Implementation Of Embedded Multi-joint Robot Control System

Multi-joint Robots have been used widely in the high-end industry, and will be used by more kinds of industry. They are being used to replace man to do the dirty, dangerous and repeat works. After decades of research, robot control system is becoming more open, smaller and networked. This paper is going to implement a kind of open, compact-sized, easy to use and low-cost multi-joint robot control system. Specific information is as follows.First, this paper gives an analyst of the present situation and development tendency of robot control system, and raises a structure based on DSP, FPGA and ARM. A four-dof robot is taken as an example to establish the model of it, and it’s forward and inverse kinematics is been analyzed.And then, the system’s hardware is been designed. According to the demands of the robot control system, the models of main chips are chosen. Serial interface is adopted between different modules. Network and general-purpose input output port is used to communicate with outside devices. Using the parallelization of FPGA, multi-channel pulse output port is designed to control servo drivers.
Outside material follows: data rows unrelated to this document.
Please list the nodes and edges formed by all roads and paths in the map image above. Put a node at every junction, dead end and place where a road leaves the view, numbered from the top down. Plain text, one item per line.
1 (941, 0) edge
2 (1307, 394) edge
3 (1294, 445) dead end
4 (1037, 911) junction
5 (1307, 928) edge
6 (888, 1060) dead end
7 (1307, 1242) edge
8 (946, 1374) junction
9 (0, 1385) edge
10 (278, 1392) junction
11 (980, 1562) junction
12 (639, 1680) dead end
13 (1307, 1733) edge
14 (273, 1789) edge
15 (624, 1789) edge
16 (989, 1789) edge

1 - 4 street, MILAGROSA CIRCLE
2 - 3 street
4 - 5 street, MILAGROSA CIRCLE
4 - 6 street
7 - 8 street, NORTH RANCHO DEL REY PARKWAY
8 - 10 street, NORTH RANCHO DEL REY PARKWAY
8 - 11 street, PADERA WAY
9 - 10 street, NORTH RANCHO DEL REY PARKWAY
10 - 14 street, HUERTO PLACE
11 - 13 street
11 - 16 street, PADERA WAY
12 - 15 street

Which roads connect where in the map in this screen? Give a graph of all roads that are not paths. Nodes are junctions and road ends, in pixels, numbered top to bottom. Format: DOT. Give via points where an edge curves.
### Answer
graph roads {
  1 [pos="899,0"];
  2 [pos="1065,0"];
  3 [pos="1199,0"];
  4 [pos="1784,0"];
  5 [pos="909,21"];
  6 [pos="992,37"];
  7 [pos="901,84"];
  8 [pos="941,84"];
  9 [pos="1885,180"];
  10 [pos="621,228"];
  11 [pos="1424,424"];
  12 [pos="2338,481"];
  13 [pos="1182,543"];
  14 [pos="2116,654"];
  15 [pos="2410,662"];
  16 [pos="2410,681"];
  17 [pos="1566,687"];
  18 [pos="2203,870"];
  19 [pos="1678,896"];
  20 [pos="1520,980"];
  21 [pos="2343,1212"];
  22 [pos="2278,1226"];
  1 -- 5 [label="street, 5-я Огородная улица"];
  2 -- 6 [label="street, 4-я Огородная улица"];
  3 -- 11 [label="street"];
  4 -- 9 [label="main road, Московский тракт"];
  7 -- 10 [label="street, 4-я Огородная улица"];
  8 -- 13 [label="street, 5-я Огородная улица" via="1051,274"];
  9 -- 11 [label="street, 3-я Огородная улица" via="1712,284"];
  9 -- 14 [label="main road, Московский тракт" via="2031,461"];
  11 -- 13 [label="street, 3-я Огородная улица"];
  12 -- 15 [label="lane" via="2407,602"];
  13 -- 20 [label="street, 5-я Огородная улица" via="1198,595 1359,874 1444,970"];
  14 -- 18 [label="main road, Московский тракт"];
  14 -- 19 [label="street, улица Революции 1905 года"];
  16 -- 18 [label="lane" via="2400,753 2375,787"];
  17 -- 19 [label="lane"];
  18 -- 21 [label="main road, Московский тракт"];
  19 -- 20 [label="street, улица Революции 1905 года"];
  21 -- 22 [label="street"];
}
The system’s software consists of two parts, motion control and human-computer interaction. Motion control software is programmed with C program language, is aimed to accomplish function of kinematics calculation and logic control, like line and circle interpolation, acceleration control, deceleration control and teaching program interpretation. Program is been written on ARM to accomplish display and teaching function on a LCD touch screen. Moreover, an intuitive way to teach robots using smartphone is been put forward. A smartphone application is been developed to help users to accomplish the teach process through multiple intuitive interactive modes. The teaching process is easier using the new way.Last, a four-dof SCARA robot is used to set up a hardware platform for experiment. The experiments elaborate the process of control and teaching with multiple intuitive interactive modes. Step by step, the experiment of control of single joint, point-to-point, continuous path is implemented. The teaching process and effect through multiple intuitive interactive modes is shown.